# [What to do]
If a line in the material below has the word "House", copy it.

# [Source material]
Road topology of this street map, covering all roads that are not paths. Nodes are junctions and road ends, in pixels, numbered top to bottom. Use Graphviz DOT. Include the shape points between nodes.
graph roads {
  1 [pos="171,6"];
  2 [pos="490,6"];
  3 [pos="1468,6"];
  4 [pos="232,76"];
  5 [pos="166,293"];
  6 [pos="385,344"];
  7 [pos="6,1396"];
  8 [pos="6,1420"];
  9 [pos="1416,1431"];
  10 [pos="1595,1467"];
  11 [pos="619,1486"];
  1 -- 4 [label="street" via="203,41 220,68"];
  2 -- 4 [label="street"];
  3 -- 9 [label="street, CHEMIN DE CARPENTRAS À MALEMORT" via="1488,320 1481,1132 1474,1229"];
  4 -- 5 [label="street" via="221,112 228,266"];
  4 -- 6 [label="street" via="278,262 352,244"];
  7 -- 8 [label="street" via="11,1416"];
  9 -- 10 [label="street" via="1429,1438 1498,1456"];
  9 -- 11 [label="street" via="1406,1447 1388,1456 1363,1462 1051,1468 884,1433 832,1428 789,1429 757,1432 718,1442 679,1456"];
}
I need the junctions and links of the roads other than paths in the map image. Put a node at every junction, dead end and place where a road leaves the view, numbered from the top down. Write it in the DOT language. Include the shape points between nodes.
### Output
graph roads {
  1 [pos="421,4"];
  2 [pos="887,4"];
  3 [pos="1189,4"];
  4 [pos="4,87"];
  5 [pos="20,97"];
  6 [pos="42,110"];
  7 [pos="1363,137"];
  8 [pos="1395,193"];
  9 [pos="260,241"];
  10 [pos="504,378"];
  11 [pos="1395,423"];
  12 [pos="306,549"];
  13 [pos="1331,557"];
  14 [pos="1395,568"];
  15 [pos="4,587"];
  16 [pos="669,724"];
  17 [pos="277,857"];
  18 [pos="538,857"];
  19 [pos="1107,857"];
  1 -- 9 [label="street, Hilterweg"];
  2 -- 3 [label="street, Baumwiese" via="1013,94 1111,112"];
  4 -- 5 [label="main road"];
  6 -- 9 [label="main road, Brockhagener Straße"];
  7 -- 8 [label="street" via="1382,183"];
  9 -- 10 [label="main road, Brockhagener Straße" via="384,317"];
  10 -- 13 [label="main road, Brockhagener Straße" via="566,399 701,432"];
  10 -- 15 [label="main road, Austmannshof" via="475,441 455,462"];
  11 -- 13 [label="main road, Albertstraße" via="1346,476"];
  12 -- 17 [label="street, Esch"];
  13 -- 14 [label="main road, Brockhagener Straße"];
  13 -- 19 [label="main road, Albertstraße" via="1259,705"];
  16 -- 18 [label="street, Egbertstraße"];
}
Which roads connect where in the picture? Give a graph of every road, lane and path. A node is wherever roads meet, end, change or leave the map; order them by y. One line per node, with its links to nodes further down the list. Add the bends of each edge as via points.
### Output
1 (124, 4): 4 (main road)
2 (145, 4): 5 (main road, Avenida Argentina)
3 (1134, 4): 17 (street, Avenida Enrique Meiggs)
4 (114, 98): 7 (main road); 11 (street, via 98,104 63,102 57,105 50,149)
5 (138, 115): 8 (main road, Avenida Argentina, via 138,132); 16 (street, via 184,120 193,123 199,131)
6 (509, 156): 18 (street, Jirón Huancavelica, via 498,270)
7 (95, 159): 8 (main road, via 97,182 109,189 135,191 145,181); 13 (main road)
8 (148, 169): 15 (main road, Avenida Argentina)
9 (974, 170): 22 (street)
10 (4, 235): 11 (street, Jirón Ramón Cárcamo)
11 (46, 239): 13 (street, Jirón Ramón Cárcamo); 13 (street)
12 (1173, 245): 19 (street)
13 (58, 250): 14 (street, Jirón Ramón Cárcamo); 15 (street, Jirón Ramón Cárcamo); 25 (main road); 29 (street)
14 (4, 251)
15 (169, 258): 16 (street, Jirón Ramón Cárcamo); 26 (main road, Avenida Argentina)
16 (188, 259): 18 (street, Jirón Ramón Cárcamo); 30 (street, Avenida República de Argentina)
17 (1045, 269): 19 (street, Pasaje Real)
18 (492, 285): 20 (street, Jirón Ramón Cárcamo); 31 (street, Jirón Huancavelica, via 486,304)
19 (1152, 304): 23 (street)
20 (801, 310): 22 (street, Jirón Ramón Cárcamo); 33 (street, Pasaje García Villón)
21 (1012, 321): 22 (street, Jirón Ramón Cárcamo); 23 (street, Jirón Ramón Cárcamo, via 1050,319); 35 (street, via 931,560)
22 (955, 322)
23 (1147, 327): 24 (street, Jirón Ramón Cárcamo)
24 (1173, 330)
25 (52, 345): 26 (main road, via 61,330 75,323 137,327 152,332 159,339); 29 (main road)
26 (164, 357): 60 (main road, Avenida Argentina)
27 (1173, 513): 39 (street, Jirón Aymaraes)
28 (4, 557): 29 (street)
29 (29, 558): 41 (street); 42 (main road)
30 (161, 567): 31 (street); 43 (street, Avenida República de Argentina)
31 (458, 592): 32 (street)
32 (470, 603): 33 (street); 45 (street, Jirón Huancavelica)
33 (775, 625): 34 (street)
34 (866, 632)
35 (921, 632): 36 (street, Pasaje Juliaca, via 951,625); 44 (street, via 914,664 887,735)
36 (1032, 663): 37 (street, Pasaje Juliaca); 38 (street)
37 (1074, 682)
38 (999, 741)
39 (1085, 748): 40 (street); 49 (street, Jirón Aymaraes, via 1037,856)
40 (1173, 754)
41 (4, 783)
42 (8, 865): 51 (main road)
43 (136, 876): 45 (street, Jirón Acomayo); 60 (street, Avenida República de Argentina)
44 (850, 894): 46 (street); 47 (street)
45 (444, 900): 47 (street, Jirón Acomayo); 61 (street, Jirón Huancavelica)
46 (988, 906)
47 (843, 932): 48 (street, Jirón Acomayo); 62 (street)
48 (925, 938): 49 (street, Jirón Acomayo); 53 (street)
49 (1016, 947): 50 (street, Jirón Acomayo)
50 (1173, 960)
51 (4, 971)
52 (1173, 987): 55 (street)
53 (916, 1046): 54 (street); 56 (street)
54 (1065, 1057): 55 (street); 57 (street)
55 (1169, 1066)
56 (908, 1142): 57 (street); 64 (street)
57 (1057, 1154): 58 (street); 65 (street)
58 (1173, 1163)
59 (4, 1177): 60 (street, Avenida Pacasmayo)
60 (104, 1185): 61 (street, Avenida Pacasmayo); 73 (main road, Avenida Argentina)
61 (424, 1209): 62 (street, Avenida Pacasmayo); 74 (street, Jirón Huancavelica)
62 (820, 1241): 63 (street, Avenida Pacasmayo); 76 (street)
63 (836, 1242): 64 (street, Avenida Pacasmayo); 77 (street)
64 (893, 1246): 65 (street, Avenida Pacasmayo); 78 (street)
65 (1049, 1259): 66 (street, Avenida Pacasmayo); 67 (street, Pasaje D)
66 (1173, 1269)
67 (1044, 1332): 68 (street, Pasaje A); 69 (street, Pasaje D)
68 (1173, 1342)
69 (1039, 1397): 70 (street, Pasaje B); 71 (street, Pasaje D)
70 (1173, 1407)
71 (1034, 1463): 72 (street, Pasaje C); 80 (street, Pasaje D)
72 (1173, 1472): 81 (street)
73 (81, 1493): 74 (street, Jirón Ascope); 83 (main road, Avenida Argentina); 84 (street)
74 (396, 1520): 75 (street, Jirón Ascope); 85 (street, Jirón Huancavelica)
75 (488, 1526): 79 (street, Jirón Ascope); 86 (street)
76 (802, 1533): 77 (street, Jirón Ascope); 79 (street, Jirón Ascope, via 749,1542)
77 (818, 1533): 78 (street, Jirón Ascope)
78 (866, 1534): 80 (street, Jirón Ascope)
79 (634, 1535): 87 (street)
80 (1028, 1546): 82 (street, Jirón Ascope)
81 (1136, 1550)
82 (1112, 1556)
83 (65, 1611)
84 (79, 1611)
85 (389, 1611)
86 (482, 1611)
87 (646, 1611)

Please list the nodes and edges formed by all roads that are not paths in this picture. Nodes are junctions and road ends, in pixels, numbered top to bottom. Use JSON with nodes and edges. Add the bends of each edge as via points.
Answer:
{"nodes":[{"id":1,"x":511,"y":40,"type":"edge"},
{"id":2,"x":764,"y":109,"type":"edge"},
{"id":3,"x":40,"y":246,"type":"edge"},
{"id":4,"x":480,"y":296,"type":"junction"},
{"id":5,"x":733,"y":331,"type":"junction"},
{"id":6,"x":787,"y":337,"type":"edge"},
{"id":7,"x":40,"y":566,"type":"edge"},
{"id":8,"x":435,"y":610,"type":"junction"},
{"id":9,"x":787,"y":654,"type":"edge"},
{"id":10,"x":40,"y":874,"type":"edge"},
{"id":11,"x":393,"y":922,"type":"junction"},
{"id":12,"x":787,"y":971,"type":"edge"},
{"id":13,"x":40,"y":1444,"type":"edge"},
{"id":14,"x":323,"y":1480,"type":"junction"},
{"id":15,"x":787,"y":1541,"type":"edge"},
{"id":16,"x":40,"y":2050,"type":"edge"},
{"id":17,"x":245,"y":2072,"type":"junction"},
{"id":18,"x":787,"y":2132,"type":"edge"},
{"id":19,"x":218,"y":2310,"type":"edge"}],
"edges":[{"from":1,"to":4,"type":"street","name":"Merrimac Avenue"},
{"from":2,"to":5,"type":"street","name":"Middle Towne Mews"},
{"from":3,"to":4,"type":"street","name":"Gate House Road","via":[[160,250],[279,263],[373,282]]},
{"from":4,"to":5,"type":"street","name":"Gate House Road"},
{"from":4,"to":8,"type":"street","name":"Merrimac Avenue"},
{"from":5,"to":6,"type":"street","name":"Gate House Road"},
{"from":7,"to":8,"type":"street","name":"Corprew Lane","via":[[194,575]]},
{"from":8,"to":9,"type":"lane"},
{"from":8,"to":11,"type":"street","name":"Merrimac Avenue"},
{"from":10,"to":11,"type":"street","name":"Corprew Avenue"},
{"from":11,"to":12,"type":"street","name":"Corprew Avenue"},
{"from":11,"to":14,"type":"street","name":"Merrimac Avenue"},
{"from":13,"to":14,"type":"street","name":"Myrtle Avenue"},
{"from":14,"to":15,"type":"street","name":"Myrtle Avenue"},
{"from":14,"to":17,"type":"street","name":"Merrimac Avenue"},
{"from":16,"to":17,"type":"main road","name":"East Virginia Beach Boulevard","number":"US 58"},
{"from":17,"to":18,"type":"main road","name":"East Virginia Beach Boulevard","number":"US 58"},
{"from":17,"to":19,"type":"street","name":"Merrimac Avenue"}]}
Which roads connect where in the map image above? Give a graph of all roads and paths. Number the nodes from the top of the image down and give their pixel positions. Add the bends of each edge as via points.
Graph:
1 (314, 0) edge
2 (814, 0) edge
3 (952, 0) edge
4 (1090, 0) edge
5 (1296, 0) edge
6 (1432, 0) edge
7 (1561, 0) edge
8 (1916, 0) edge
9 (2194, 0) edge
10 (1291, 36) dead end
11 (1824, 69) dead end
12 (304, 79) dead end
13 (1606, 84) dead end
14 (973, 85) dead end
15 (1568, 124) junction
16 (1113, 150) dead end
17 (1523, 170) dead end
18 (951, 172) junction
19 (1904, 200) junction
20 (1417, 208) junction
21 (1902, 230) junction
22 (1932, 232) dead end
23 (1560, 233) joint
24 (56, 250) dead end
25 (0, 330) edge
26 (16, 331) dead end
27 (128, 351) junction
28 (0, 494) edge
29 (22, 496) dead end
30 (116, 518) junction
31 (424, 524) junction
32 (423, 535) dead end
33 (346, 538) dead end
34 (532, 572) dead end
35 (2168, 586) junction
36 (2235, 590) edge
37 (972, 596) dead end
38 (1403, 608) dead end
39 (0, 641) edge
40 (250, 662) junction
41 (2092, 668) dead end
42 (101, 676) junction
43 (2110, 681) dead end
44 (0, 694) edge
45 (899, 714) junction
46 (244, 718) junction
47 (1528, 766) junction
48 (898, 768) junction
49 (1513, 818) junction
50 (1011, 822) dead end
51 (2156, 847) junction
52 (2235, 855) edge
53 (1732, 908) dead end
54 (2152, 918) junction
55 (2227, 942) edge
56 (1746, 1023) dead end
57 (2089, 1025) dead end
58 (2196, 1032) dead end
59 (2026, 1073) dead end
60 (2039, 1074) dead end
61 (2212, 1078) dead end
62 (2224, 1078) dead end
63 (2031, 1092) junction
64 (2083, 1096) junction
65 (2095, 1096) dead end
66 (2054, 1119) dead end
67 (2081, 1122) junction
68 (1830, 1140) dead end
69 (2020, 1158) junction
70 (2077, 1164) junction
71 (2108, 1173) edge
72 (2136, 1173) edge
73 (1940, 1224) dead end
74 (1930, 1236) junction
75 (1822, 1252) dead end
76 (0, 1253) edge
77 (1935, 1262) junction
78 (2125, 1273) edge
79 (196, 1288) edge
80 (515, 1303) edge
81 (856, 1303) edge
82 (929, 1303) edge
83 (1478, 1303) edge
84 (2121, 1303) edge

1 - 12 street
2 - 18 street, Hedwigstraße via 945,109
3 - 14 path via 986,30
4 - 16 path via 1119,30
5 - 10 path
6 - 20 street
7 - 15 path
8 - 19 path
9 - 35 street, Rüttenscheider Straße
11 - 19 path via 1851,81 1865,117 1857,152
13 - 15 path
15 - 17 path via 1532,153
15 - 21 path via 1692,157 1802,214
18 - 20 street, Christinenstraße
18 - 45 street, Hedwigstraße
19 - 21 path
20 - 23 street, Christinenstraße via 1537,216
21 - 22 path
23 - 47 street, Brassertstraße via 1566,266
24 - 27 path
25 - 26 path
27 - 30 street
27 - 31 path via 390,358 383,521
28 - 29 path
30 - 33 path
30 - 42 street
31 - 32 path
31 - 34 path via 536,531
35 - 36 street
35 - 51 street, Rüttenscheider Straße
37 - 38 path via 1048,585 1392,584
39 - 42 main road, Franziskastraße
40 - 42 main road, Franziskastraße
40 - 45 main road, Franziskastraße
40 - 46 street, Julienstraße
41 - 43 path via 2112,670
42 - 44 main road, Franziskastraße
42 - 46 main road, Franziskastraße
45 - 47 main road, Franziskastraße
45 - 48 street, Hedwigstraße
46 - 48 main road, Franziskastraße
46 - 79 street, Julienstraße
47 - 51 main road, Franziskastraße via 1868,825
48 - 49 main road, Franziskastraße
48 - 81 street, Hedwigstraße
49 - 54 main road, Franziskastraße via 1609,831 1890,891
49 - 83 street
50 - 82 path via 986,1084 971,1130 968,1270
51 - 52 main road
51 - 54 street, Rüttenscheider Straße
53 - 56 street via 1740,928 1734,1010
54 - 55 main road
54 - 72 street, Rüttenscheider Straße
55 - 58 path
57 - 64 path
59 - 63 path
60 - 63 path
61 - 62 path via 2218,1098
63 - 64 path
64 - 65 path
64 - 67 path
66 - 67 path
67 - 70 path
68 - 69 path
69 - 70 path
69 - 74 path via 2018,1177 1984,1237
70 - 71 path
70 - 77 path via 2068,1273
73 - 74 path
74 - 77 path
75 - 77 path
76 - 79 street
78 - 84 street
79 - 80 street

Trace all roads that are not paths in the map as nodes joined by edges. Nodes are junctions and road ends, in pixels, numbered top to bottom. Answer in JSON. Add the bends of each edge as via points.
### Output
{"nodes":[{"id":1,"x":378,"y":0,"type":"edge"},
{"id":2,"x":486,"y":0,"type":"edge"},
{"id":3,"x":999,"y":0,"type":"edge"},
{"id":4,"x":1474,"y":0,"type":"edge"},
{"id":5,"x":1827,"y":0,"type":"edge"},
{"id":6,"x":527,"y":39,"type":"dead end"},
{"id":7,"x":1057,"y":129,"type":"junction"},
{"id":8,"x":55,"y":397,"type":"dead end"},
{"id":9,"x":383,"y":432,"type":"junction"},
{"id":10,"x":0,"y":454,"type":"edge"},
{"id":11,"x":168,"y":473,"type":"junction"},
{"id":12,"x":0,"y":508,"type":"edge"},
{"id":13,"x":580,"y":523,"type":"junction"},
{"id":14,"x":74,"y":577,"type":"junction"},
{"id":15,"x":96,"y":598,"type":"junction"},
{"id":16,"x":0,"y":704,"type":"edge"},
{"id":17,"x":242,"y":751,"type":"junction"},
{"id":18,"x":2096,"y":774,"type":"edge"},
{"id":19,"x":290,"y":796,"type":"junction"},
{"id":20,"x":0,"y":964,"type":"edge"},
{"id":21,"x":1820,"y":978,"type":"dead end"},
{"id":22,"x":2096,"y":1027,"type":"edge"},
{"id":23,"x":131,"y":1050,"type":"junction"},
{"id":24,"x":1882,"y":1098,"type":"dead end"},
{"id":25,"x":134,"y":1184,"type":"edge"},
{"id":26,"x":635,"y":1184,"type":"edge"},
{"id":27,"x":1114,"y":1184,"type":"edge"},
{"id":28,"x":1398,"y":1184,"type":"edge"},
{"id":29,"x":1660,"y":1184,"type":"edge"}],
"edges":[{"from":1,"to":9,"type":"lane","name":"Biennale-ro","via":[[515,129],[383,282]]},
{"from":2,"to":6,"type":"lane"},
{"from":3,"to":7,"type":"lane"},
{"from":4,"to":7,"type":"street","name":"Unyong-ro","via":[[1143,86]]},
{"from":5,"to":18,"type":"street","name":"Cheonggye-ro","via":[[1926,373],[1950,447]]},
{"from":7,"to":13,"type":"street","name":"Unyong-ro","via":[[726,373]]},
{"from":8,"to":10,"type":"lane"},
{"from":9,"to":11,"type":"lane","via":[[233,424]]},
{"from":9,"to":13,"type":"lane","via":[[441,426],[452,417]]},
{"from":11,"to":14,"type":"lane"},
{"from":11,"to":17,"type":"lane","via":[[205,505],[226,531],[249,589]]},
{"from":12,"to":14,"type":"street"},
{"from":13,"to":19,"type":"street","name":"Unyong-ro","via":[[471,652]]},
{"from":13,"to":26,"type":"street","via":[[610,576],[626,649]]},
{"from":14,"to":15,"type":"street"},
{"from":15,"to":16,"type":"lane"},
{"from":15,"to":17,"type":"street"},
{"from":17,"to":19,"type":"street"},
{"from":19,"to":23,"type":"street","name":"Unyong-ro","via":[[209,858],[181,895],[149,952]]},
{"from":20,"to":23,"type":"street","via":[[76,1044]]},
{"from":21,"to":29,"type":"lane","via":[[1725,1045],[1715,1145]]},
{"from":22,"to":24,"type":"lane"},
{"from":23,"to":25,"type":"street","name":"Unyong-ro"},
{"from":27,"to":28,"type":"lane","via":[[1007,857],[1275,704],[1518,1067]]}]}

# [Your response]
{"from":3,"to":4,"type":"street","name":"Gate House Road","via":[[160,250],[279,263],[373,282]]},
{"from":4,"to":5,"type":"street","name":"Gate House Road"},
{"from":5,"to":6,"type":"street","name":"Gate House Road"},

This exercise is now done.